#### [What to produce]
Repeat every entry, word for word, leaving no line out.

#### [Entries supplied]
*** Block opens ***

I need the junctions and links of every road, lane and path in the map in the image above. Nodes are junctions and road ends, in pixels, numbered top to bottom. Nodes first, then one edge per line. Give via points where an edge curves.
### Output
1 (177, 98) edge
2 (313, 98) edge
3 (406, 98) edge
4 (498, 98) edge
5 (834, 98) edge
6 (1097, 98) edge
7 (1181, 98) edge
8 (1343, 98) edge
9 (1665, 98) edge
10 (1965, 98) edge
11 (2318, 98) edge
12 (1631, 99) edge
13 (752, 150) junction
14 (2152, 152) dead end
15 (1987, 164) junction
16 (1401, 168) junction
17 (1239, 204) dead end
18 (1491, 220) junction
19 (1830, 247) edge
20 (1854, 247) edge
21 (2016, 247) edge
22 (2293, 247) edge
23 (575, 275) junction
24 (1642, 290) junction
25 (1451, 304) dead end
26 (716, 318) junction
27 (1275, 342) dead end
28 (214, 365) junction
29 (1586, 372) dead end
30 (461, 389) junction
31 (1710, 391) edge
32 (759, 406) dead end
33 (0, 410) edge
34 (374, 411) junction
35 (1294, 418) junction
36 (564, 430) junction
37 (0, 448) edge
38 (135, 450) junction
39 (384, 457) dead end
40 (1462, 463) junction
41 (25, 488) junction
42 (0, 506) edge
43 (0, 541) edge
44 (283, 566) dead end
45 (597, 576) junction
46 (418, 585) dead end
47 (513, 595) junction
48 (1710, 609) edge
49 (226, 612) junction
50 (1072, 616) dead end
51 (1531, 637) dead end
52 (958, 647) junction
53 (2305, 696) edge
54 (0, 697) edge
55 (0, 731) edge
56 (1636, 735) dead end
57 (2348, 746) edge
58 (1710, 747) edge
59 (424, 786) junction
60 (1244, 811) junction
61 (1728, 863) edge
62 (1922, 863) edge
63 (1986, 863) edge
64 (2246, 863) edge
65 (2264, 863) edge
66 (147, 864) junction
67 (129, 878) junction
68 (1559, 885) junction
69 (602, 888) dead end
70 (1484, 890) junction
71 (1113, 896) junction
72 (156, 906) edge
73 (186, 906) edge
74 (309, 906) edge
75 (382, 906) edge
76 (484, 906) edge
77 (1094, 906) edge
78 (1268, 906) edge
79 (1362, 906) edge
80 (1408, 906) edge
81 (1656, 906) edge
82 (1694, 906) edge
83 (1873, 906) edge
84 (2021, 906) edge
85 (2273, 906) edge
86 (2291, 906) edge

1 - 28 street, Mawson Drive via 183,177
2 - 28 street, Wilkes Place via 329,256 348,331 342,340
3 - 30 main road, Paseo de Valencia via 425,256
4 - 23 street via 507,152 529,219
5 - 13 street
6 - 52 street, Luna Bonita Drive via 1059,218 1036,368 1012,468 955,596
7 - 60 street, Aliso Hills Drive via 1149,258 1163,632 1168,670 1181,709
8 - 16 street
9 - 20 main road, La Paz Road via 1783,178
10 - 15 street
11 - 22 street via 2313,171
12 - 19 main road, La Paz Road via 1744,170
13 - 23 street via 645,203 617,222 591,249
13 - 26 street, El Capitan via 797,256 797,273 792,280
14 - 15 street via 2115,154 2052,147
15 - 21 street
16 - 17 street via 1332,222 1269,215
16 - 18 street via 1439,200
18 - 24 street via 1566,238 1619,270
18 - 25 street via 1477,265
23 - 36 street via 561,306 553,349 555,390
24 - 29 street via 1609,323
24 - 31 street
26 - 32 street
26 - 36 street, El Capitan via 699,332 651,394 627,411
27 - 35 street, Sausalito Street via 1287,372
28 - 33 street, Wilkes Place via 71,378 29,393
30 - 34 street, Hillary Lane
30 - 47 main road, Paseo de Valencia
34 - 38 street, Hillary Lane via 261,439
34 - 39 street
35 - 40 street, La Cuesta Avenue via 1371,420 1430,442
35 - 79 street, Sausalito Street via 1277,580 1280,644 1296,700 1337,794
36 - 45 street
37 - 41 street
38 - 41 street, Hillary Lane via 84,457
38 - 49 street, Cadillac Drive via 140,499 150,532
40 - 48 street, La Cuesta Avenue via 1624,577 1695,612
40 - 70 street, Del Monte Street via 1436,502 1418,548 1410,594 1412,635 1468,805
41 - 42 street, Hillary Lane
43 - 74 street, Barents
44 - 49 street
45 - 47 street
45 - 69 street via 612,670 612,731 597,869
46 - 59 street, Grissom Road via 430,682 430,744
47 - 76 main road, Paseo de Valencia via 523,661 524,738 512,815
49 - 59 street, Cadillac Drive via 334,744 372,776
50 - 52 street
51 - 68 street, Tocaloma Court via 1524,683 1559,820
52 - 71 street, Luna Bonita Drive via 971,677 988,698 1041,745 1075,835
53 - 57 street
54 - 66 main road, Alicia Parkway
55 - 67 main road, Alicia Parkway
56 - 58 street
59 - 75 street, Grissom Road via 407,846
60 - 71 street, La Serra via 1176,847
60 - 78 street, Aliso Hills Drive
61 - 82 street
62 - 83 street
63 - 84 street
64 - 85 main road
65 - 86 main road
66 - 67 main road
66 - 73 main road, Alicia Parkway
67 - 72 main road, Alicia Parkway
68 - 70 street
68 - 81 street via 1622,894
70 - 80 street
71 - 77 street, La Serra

*** Block closes ***

#### [Output for this exercise]
I need the junctions and links of every road, lane and path in the map in the image above. Nodes are junctions and road ends, in pixels, numbered top to bottom. Nodes first, then one edge per line. Give via points where an edge curves.
### Output
1 (177, 98) edge
2 (313, 98) edge
3 (406, 98) edge
4 (498, 98) edge
5 (834, 98) edge
6 (1097, 98) edge
7 (1181, 98) edge
8 (1343, 98) edge
9 (1665, 98) edge
10 (1965, 98) edge
11 (2318, 98) edge
12 (1631, 99) edge
13 (752, 150) junction
14 (2152, 152) dead end
15 (1987, 164) junction
16 (1401, 168) junction
17 (1239, 204) dead end
18 (1491, 220) junction
19 (1830, 247) edge
20 (1854, 247) edge
21 (2016, 247) edge
22 (2293, 247) edge
23 (575, 275) junction
24 (1642, 290) junction
25 (1451, 304) dead end
26 (716, 318) junction
27 (1275, 342) dead end
28 (214, 365) junction
29 (1586, 372) dead end
30 (461, 389) junction
31 (1710, 391) edge
32 (759, 406) dead end
33 (0, 410) edge
34 (374, 411) junction
35 (1294, 418) junction
36 (564, 430) junction
37 (0, 448) edge
38 (135, 450) junction
39 (384, 457) dead end
40 (1462, 463) junction
41 (25, 488) junction
42 (0, 506) edge
43 (0, 541) edge
44 (283, 566) dead end
45 (597, 576) junction
46 (418, 585) dead end
47 (513, 595) junction
48 (1710, 609) edge
49 (226, 612) junction
50 (1072, 616) dead end
51 (1531, 637) dead end
52 (958, 647) junction
53 (2305, 696) edge
54 (0, 697) edge
55 (0, 731) edge
56 (1636, 735) dead end
57 (2348, 746) edge
58 (1710, 747) edge
59 (424, 786) junction
60 (1244, 811) junction
61 (1728, 863) edge
62 (1922, 863) edge
63 (1986, 863) edge
64 (2246, 863) edge
65 (2264, 863) edge
66 (147, 864) junction
67 (129, 878) junction
68 (1559, 885) junction
69 (602, 888) dead end
70 (1484, 890) junction
71 (1113, 896) junction
72 (156, 906) edge
73 (186, 906) edge
74 (309, 906) edge
75 (382, 906) edge
76 (484, 906) edge
77 (1094, 906) edge
78 (1268, 906) edge
79 (1362, 906) edge
80 (1408, 906) edge
81 (1656, 906) edge
82 (1694, 906) edge
83 (1873, 906) edge
84 (2021, 906) edge
85 (2273, 906) edge
86 (2291, 906) edge

1 - 28 street, Mawson Drive via 183,177
2 - 28 street, Wilkes Place via 329,256 348,331 342,340
3 - 30 main road, Paseo de Valencia via 425,256
4 - 23 street via 507,152 529,219
5 - 13 street
6 - 52 street, Luna Bonita Drive via 1059,218 1036,368 1012,468 955,596
7 - 60 street, Aliso Hills Drive via 1149,258 1163,632 1168,670 1181,709
8 - 16 street
9 - 20 main road, La Paz Road via 1783,178
10 - 15 street
11 - 22 street via 2313,171
12 - 19 main road, La Paz Road via 1744,170
13 - 23 street via 645,203 617,222 591,249
13 - 26 street, El Capitan via 797,256 797,273 792,280
14 - 15 street via 2115,154 2052,147
15 - 21 street
16 - 17 street via 1332,222 1269,215
16 - 18 street via 1439,200
18 - 24 street via 1566,238 1619,270
18 - 25 street via 1477,265
23 - 36 street via 561,306 553,349 555,390
24 - 29 street via 1609,323
24 - 31 street
26 - 32 street
26 - 36 street, El Capitan via 699,332 651,394 627,411
27 - 35 street, Sausalito Street via 1287,372
28 - 33 street, Wilkes Place via 71,378 29,393
30 - 34 street, Hillary Lane
30 - 47 main road, Paseo de Valencia
34 - 38 street, Hillary Lane via 261,439
34 - 39 street
35 - 40 street, La Cuesta Avenue via 1371,420 1430,442
35 - 79 street, Sausalito Street via 1277,580 1280,644 1296,700 1337,794
36 - 45 street
37 - 41 street
38 - 41 street, Hillary Lane via 84,457
38 - 49 street, Cadillac Drive via 140,499 150,532
40 - 48 street, La Cuesta Avenue via 1624,577 1695,612
40 - 70 street, Del Monte Street via 1436,502 1418,548 1410,594 1412,635 1468,805
41 - 42 street, Hillary Lane
43 - 74 street, Barents
44 - 49 street
45 - 47 street
45 - 69 street via 612,670 612,731 597,869
46 - 59 street, Grissom Road via 430,682 430,744
47 - 76 main road, Paseo de Valencia via 523,661 524,738 512,815
49 - 59 street, Cadillac Drive via 334,744 372,776
50 - 52 street
51 - 68 street, Tocaloma Court via 1524,683 1559,820
52 - 71 street, Luna Bonita Drive via 971,677 988,698 1041,745 1075,835
53 - 57 street
54 - 66 main road, Alicia Parkway
55 - 67 main road, Alicia Parkway
56 - 58 street
59 - 75 street, Grissom Road via 407,846
60 - 71 street, La Serra via 1176,847
60 - 78 street, Aliso Hills Drive
61 - 82 street
62 - 83 street
63 - 84 street
64 - 85 main road
65 - 86 main road
66 - 67 main road
66 - 73 main road, Alicia Parkway
67 - 72 main road, Alicia Parkway
68 - 70 street
68 - 81 street via 1622,894
70 - 80 street
71 - 77 street, La Serra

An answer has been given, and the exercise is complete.